The solution chosen instead was a captcha faucet. Anyone with access to a computer or phone could solve captchas, and be rewarded with RaiBlocks.
The captcha faucets almost warrant a post by themselves. Many different sorts of captchas were used. There were audio captchas & semi-manual captchas, people tried to develop software to solve captchas faster, people hired others to do captchas, and supposedly at one point the RaiBlocks captchas were using 10% of ALL Google captchas per day.
The number of RaiBlocks you got per solved captcha varied over time. At some point, 1000 XRB were given out per solved captcha. The site hosting the captchas was open source, and included a paywall example integration where, for the low price of 1000 XRB, you could see a picture of.. a panda.
While this might seem like a ludicrously high price for a picture of a panda now, back then Raiblocks were being sold for 300 Satoshi’s each. At historical prices, this amounted to a whopping $0.0000046 per RaiBlocks. That panda picture would only cost you $0.0046, and was a nice demonstration of the power of micropayments.
Because anyone could participate, many users from developing countries such as Venezuela and Indonesia claimed RaiBlocks, which they then went on to either hold, use or resell, providing them with income.
For those wanting to dive deeper into the faucet distribution, the RaiBlocks Google board allows you to scroll back to the discussions taking back at the time of the distribution. There is also this captcha distribution audit that was done by u/hanzyfranzy on Reddit. The captcha distribution process was very open, through an open-source website, allowing anyone to verify the sends on-chain, and with RaiBlocks’s founder posting both updates and on-chain references.
The first wallet, RaiWebWallet, later known as Raiwallet, later known as Nanowallet, was officially introduced by Jaime Herrero during the faucet distribution, offering RaiBlocks users an easier way to transfer RaiBlocks.
The faucet eventually closed, after roughly two years, with 126,248,297 RaiBlocks distributed via captcha faucets. The initial plan had been to fully distribute all 340 million RaiBlocks, over a 5-year period. There were several reasons for the early closure. Amongst others, current holders felt like the distribution (for ~2 years) led to a constant sell pressure. Many also felt like RaiBlocks wouldn’t start being taken more seriously until distribution was done and RaiBlocks was truly decentralized.
Following the closure of the faucet, 7,000,000 RaiBlocks were sent from the Genesis account to a development fund, leading to a total supply of 133,248,297. The remaining, undistributed 207,034,069 Raiblocks were sent to the burn account, an account that is mathematically inaccessible. In a video that due to Nano’s current price seems like a massive waste, you can see the RaiBlocks being sent to the burn account.
The burn address was chosen because when decoded to hex, it is all zeroes. Mathematically, it is guaranteed that no one can know the private key. Additionally, in the ledger code, the burn address is coded to not be able to send or receive transactions, rendering the account useless. Source.

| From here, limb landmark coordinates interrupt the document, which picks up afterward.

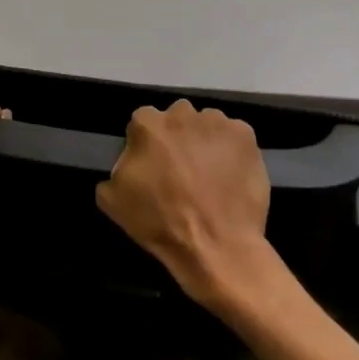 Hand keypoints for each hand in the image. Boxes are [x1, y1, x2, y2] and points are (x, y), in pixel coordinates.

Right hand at [96, 99, 273, 308]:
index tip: (153, 167)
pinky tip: (230, 176)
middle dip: (178, 137)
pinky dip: (232, 150)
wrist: (216, 246)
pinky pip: (234, 136)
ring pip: (206, 125)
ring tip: (210, 174)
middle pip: (177, 118)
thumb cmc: (161, 222)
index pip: (142, 123)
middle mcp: (181, 113)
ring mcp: (216, 122)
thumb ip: (116, 169)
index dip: (147, 145)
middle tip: (182, 169)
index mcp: (147, 124)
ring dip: (205, 141)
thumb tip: (127, 163)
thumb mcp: (113, 200)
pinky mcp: (245, 135) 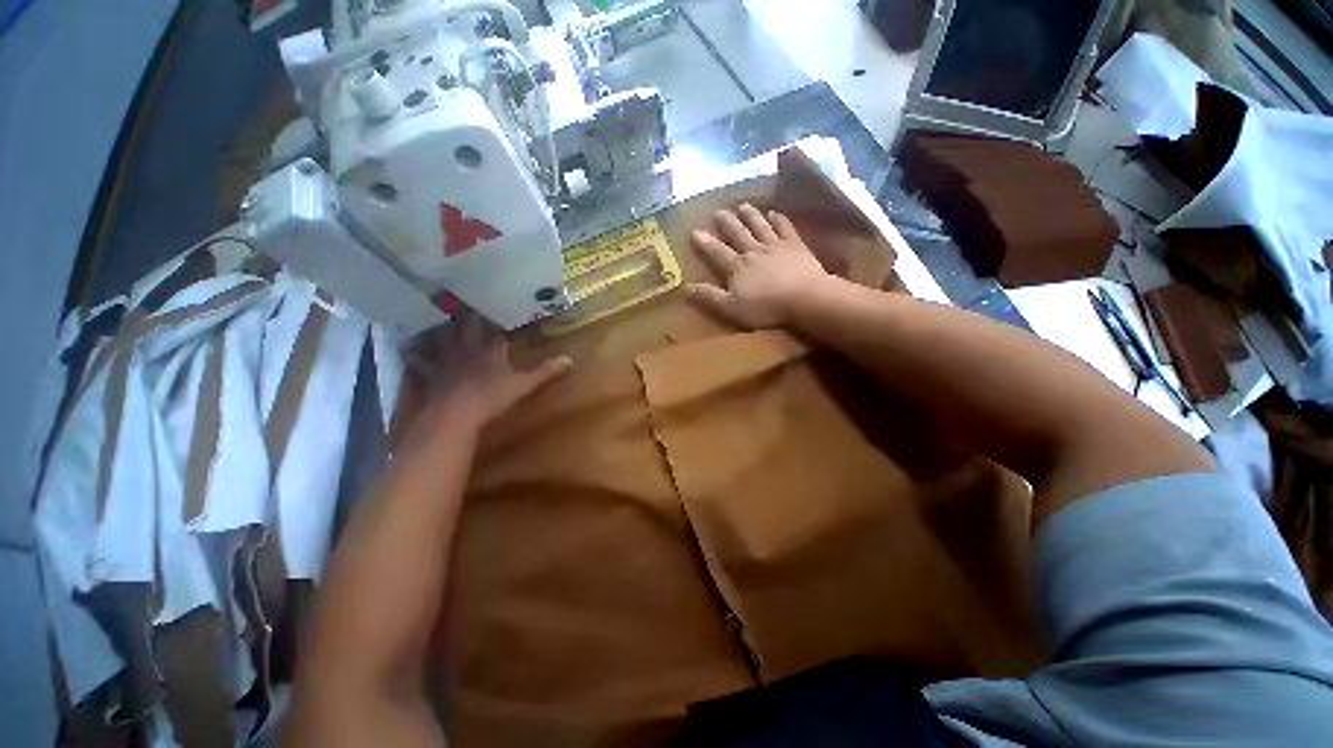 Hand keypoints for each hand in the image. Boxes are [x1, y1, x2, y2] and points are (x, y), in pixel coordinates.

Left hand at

When the faucet closed, RaiBlocks’s market cap was roughly $15 million. The end of distribution meant a further shift in focus towards development of the protocol. As a mark of this, Colin announced he would start working on RaiBlocks fulltime on December 12th 2017, marking the start of the Nano Foundation.
This also marks the end of the first phase of Nano — its founding and distribution phase. The next articles will dive deeper into the subsequent pieces of history, starting with the frantic period of the 2017/2018 bullrun and the story of BitGrail.